She Pushed Wheelbarrows for School Fees - Now Rebecca Cherop Builds Sh100m Women's Hospital in West Pokot

A medium shot of Rebecca Cherop, a female contractor in West Pokot, standing at a construction site. She is wearing a bright orange high-visibility safety vest over a navy blue long-sleeved shirt and a red hard hat.
Breaking ground and glass ceilings: Rebecca Cherop oversees the 80 percent complete Sh100 million hospital project in Kapenguria, a facility designed to provide critical maternal and specialized care to West Pokot County | Nation.Africa
From casual mjengo labourer funding her own college to lead contractor on a major county hospital, Rebecca Cherop is hiring women and confronting deep-rooted stereotypes in Kenya's male-dominated construction sector.

Rebecca Cherop moves through the half-finished halls of the new hospital in Kapenguria like someone who knows every corner of the job. The Sh100 million project for West Pokot County has hit about 80 percent completion. When it opens, the 40-bed facility will deliver maternity wards, delivery rooms, operating theatres, a small intensive care unit, laboratories, X-ray services and gynaecology care to an area where such specialised services have long been scarce.

Her entry into construction came from a simple need. After completing secondary school in 2000, university or college fees were beyond her family’s reach. She signed on with local building crews working on school projects, mixing mortar, pushing wheelbarrows loaded with sand and earning day wages. Those earnings slowly paid her way through studies.

The labour itself grew on her. She pursued a diploma at Kitelakapel Technical Training Institute, sharpened her skills as a mason and eventually worked as a foreman. In 2009, she registered her own company and began bidding on public jobs. Over the years, she has delivered schools, dispensaries, sanitation blocks and short roads across the county.

This hospital marks her most substantial contract yet. Construction started in 2023. The design includes four delivery suites, two theatres, newborn units and supporting administrative spaces.

Cherop makes a point of bringing women into her workforce. She targets roughly half the casual labour positions for female workers. When skilled roles open up, she actively seeks qualified women in plumbing, masonry, electrical work and carpentry. Others handle cooking for the crews or water supply.
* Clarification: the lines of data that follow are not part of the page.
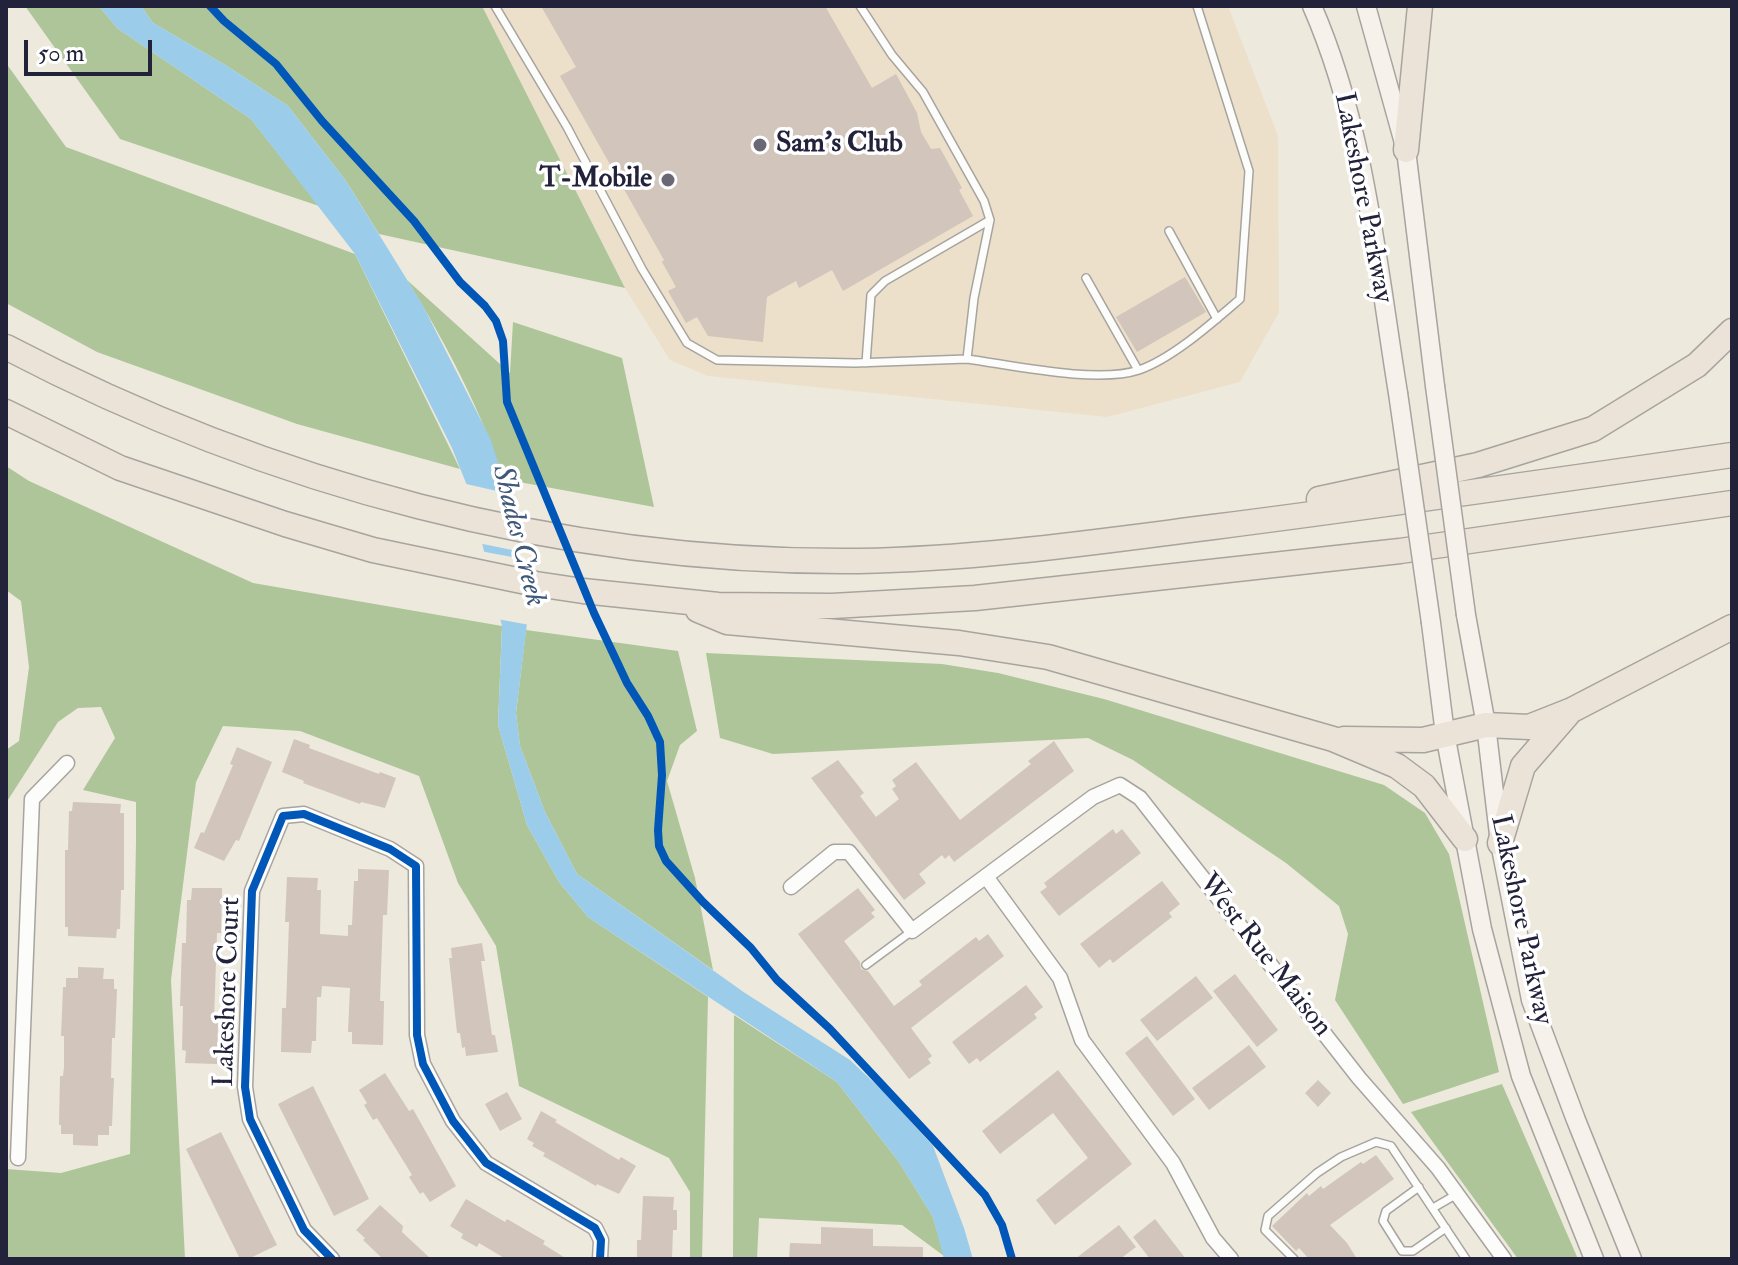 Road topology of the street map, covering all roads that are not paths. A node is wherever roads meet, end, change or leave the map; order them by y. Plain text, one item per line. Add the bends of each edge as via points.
1 (495, 6) edge
2 (860, 6) edge
3 (1197, 6) edge
4 (1312, 6) edge
5 (1366, 6) edge
6 (1420, 6) edge
7 (1406, 150) junction
8 (990, 220) junction
9 (1169, 231) dead end
10 (1086, 278) dead end
11 (1217, 319) junction
12 (1732, 331) edge
13 (6, 347) edge
14 (967, 359) junction
15 (866, 363) junction
16 (1138, 370) junction
17 (6, 412) edge
18 (1732, 455) edge
19 (1732, 503) edge
20 (1193, 529) junction
21 (723, 614) junction
22 (1732, 627) edge
23 (1572, 710) junction
24 (1486, 725) junction
25 (1445, 734) junction
26 (1333, 739) junction
27 (67, 763) dead end
28 (1465, 839) junction
29 (1500, 843) junction
30 (987, 878) junction
31 (791, 887) dead end
32 (912, 931) junction
33 (866, 965) dead end
34 (13, 1084) edge
35 (18, 1158) dead end
36 (1419, 1187) junction
37 (1457, 1194) junction
38 (1433, 1208) junction
39 (1446, 1228) junction
40 (321, 1256) edge
41 (600, 1259) edge
42 (1231, 1259) edge
43 (1294, 1259) edge
44 (1466, 1259) edge
45 (1504, 1259) edge
46 (1594, 1259) edge
47 (1632, 1259) edge

1 - 15 lane via 687,343 717,360
2 - 8 lane via 923,92
3 - 11 lane via 1249,171 1240,299
4 - 25 main road, Lakeshore Parkway, bridge via 1356,142 1398,393
5 - 7 main road, Lakeshore Parkway
6 - 7 highway
7 - 24 main road, Lakeshore Parkway, bridge via 1466,615
8 - 14 lane
8 - 15 lane via 885,281 871,295
9 - 11 lane
10 - 16 lane
11 - 16 lane
12 - 20 highway via 1697,365 1593,429 1478,465
13 - 20 highway via 197,436 342,486 487,522 638,547 813,560 928,559
14 - 15 lane
14 - 16 lane via 1114,375
17 - 21 highway via 120,468 373,550 469,572 677,601
18 - 20 highway
19 - 21 highway via 1400,551 975,598
21 - 26 highway via 1048,657
22 - 23 highway
23 - 24 highway via 1529,727
23 - 29 highway via 1523,766
24 - 25 highway
24 - 29 main road, Lakeshore Parkway
25 - 26 highway via 1423,740
25 - 28 main road, Lakeshore Parkway
26 - 28 highway via 1397,766 1424,786
27 - 34 street via 32,799
28 - 46 main road, Lakeshore Parkway via 1482,929 1521,1076
29 - 47 main road, Lakeshore Parkway via 1531,1000
30 - 32 street, West Rue Maison
30 - 37 street, West Rue Maison via 1093,797 1120,785 1140,798 1359,1078
30 - 42 street via 1060,978 1082,1040 1173,1163 1213,1238
31 - 32 street via 834,852 849,852
32 - 33 lane
34 - 35 street
36 - 38 lane
36 - 39 lane via 1383,1215 1402,1251 1413,1251
36 - 43 lane via 1385,1142 1341,1157 1265,1222 1269,1236
37 - 38 lane
37 - 45 street, West Rue Maison
38 - 39 lane
39 - 44 lane
40 - 41 street, Lakeshore Court via 250,1119 245,1087 252,891 283,816 304,814 390,849 416,866 417,1035 423,1064 453,1121 486,1163 595,1228 601,1240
Resistance in the community runs strong. In parts of Pokot society, construction remains widely seen as men’s domain. Cherop has encountered direct pushback at public gatherings where male contractors have openly questioned what business women have on building sites instead of staying in the kitchen.

Financing presents its own set of hurdles. Construction demands heavy upfront capital, and government payments frequently arrive late. The national 30 percent procurement preference for women, youth and persons with disabilities has helped her secure work, but the playing field stays uneven.
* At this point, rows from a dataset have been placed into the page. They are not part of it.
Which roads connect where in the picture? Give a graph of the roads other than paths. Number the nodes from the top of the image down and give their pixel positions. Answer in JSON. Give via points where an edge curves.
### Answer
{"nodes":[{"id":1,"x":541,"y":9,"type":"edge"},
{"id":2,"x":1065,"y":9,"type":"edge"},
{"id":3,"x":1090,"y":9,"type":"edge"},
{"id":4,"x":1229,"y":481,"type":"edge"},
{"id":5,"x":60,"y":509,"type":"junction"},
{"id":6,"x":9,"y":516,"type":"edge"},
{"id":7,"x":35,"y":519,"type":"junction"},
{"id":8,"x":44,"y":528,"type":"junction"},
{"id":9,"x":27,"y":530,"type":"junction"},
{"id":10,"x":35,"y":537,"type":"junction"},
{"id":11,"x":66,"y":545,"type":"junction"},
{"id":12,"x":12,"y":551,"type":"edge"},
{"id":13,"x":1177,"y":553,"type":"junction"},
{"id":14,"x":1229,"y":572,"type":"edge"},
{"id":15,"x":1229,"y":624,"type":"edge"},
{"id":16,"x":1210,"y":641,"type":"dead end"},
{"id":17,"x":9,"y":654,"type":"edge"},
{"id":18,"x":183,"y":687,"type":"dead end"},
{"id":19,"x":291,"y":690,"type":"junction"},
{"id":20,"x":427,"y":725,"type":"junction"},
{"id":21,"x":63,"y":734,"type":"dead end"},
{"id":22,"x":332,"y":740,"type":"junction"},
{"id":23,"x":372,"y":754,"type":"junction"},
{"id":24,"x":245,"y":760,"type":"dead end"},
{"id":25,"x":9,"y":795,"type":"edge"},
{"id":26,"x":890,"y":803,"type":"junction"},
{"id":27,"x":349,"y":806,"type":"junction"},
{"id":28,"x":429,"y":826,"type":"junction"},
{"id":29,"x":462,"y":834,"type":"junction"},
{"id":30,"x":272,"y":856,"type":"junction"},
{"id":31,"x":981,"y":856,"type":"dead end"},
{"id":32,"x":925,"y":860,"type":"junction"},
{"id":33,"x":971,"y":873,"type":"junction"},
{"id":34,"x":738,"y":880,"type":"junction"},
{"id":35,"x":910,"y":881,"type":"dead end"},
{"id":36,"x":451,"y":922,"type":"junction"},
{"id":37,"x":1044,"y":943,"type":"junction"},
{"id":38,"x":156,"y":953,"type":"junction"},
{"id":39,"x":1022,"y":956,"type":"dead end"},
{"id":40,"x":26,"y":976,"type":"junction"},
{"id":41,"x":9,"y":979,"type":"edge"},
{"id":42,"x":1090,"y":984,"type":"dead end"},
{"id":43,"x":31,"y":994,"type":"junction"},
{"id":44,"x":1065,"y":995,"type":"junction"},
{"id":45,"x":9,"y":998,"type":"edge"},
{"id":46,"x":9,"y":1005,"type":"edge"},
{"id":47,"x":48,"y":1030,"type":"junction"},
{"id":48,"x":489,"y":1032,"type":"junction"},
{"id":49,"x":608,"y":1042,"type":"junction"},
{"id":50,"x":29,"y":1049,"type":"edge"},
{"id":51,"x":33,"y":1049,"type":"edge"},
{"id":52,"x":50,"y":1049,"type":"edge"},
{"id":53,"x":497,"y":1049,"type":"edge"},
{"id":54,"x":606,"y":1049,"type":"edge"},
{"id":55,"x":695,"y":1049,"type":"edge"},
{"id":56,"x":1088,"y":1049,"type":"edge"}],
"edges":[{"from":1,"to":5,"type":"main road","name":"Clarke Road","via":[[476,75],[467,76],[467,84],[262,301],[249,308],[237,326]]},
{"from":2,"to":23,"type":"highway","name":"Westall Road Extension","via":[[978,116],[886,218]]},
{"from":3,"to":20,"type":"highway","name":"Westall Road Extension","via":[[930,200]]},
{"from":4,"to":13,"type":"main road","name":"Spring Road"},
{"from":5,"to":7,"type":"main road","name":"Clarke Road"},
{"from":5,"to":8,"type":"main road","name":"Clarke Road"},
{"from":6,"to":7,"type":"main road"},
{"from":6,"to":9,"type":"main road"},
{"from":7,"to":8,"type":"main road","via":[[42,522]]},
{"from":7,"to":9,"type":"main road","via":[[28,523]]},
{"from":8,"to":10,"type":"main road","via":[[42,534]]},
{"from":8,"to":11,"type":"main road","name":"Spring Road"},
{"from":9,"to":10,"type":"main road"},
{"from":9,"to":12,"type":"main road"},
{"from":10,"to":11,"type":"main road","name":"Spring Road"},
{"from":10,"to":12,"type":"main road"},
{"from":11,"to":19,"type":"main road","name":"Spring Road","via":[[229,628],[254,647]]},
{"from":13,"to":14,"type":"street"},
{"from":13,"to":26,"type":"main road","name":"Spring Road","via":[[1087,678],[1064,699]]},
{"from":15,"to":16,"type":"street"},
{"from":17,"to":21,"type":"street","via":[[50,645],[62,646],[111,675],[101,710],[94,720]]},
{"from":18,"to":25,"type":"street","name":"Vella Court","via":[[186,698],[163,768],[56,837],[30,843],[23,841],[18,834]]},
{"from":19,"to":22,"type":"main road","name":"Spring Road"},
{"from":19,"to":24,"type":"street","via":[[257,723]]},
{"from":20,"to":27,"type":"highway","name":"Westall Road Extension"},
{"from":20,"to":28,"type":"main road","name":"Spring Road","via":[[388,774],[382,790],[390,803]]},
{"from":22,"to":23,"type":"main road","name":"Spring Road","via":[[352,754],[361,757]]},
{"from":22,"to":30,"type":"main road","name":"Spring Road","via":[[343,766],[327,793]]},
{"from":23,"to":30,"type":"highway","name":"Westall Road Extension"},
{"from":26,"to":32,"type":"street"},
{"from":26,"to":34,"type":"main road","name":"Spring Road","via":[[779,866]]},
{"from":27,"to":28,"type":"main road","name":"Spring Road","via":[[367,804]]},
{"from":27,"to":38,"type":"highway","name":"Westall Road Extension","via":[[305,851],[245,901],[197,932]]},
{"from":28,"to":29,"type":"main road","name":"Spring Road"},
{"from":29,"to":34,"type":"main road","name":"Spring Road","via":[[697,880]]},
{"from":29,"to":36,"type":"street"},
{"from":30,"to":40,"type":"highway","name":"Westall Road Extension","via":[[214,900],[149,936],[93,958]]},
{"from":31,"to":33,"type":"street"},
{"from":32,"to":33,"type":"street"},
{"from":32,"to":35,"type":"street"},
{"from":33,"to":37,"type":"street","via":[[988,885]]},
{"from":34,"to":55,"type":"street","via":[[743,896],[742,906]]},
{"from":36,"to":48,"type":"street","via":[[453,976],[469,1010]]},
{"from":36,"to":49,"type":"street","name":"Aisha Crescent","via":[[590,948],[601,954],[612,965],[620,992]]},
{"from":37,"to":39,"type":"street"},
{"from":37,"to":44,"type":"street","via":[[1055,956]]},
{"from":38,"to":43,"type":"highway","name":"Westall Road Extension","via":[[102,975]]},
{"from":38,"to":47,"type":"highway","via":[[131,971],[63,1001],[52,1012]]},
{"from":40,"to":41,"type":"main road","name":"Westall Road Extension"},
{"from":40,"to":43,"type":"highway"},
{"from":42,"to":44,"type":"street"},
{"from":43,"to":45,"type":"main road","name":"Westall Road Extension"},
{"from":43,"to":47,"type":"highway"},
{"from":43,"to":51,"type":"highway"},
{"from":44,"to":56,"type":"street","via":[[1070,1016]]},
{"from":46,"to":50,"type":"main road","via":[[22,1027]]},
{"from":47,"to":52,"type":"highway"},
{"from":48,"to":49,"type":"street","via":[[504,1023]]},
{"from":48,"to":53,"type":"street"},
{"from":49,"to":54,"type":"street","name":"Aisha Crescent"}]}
Training through a UN Women programme backed by the United Arab Emirates proved decisive. The sessions introduced her to electronic procurement systems and the AGPO portal. After completing the course, she and another woman contractor landed two county contracts.
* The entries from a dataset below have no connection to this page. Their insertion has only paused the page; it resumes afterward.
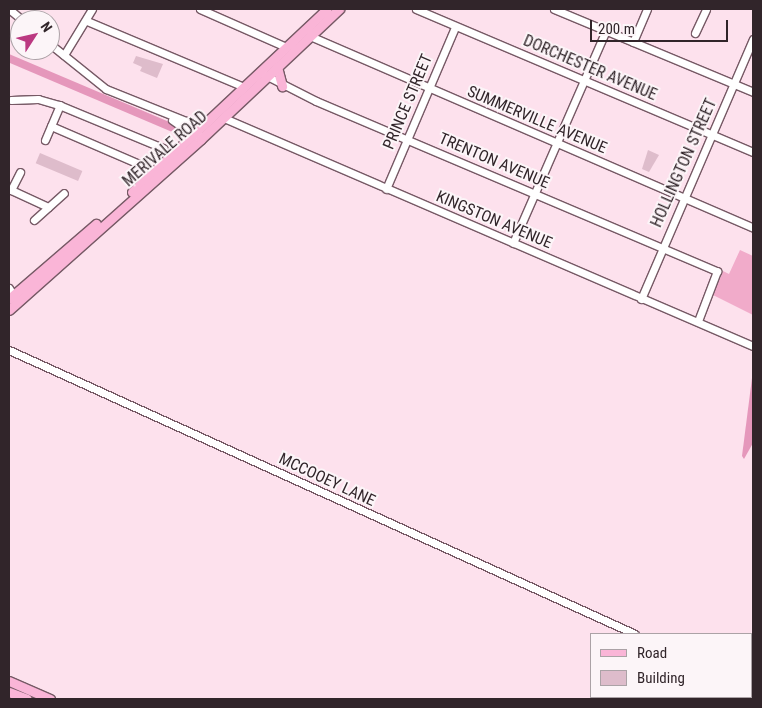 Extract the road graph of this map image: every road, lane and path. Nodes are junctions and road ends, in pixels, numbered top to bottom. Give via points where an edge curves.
1 (92, 9) edge
2 (200, 9) edge
3 (416, 9) edge
4 (554, 9) edge
5 (647, 9) edge
6 (706, 9) edge
7 (332, 10) edge
8 (87, 20) junction
9 (455, 27) junction
10 (605, 32) junction
11 (695, 33) dead end
12 (310, 36) junction
13 (753, 39) edge
14 (633, 42) junction
15 (286, 47) junction
16 (60, 52) edge
17 (64, 55) junction
18 (277, 67) junction
19 (264, 74) junction
20 (585, 81) junction
21 (734, 84) junction
22 (282, 86) junction
23 (244, 88) junction
24 (429, 89) junction
25 (753, 92) edge
26 (9, 100) edge
27 (60, 105) junction
28 (224, 118) junction
29 (51, 126) junction
30 (711, 134) junction
31 (197, 135) junction
32 (45, 140) dead end
33 (408, 140) junction
34 (556, 143) junction
35 (163, 148) dead end
36 (753, 152) edge
37 (144, 166) dead end
38 (20, 172) dead end
39 (10, 189) edge
40 (386, 189) junction
41 (64, 193) dead end
42 (535, 193) junction
43 (683, 198) junction
44 (48, 207) junction
45 (34, 220) dead end
46 (753, 228) edge
47 (513, 243) junction
48 (661, 248) junction
49 (11, 296) edge
50 (641, 299) junction
51 (9, 310) edge
52 (698, 321) junction
53 (753, 346) edge
54 (9, 350) edge
55 (633, 633) edge
56 (9, 681) edge
57 (9, 692) edge
58 (27, 699) edge
59 (50, 699) edge

1 - 8 street
2 - 15 street
3 - 9 street, DORCHESTER AVENUE
4 - 10 street
5 - 14 street
6 - 11 street
7 - 12 main road, MERIVALE ROAD
7 - 15 main road, MERIVALE ROAD
8 - 17 street
8 - 23 street
9 - 20 street, DORCHESTER AVENUE
9 - 24 street, PRINCE STREET
10 - 14 street
10 - 20 street
12 - 18 main road, MERIVALE ROAD
12 - 24 street, SUMMERVILLE AVENUE
13 - 21 street, HOLLINGTON STREET
14 - 21 street
15 - 19 main road, MERIVALE ROAD
16 - 17 street
17 - 31 street via 106,89 158,112
18 - 19 main road, MERIVALE ROAD
18 - 22 main road
19 - 22 street, TRENTON AVENUE
19 - 23 main road, MERIVALE ROAD
19 - 28 main road, MERIVALE ROAD
20 - 30 street, DORCHESTER AVENUE
20 - 34 street
21 - 25 street
21 - 30 street, HOLLINGTON STREET
22 - 33 street, TRENTON AVENUE
23 - 31 main road, MERIVALE ROAD
24 - 33 street, PRINCE STREET
24 - 34 street, SUMMERVILLE AVENUE
26 - 27 street via 38,100
27 - 29 street
27 - 35 street
28 - 31 main road, MERIVALE ROAD
28 - 40 street, KINGSTON AVENUE
29 - 32 street
29 - 37 street
30 - 36 street, DORCHESTER AVENUE
30 - 43 street, HOLLINGTON STREET
31 - 49 main road, MERIVALE ROAD
33 - 40 street, PRINCE STREET
33 - 42 street, TRENTON AVENUE
34 - 42 street
34 - 43 street, SUMMERVILLE AVENUE
38 - 39 street
39 - 44 street
40 - 47 street, KINGSTON AVENUE
41 - 44 street
42 - 47 street
42 - 48 street, TRENTON AVENUE
43 - 46 street, SUMMERVILLE AVENUE
43 - 48 street, HOLLINGTON STREET
44 - 45 street
47 - 50 street, KINGSTON AVENUE
48 - 50 street, HOLLINGTON STREET
48 - 52 street, TRENTON AVENUE via 718,274
49 - 51 main road, MERIVALE ROAD
50 - 52 street, KINGSTON AVENUE
52 - 53 street, KINGSTON AVENUE
54 - 55 street, MCCOOEY LANE
56 - 59 main road
57 - 58 main road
Stephen Kapel, who heads procurement for West Pokot County, noted that women have received at least 14 percent of contracts overall. They already supply most hospital goods and have started winning some construction tenders. Persistent challenges include poor internet connectivity for online bidding and banks’ reluctance to finance certain local purchase orders.

On the hospital site, foreman Collins Okaro speaks with respect about working under Cherop. He calls her decisive and technically sound. He estimates that women with formal training in key trades still account for only about 30 percent of the skilled labour pool. He encourages more women to enrol in technical courses, citing good pay and steady demand.

Cherop carries the same conviction when speaking to others. She urges women to form companies, register them properly and pursue available opportunities. She credits her husband with consistent support during the tougher early phases of her career.

The completed hospital will not fix every maternal health gap in the region, yet it represents a concrete gain in local services. For Cherop, the project also serves as living proof that a woman who once earned her fees through manual labour can now oversee major public infrastructure.

Her firm continues to scan for the next tender. Each successful job adds another chapter to a career assembled one bag of cement at a time.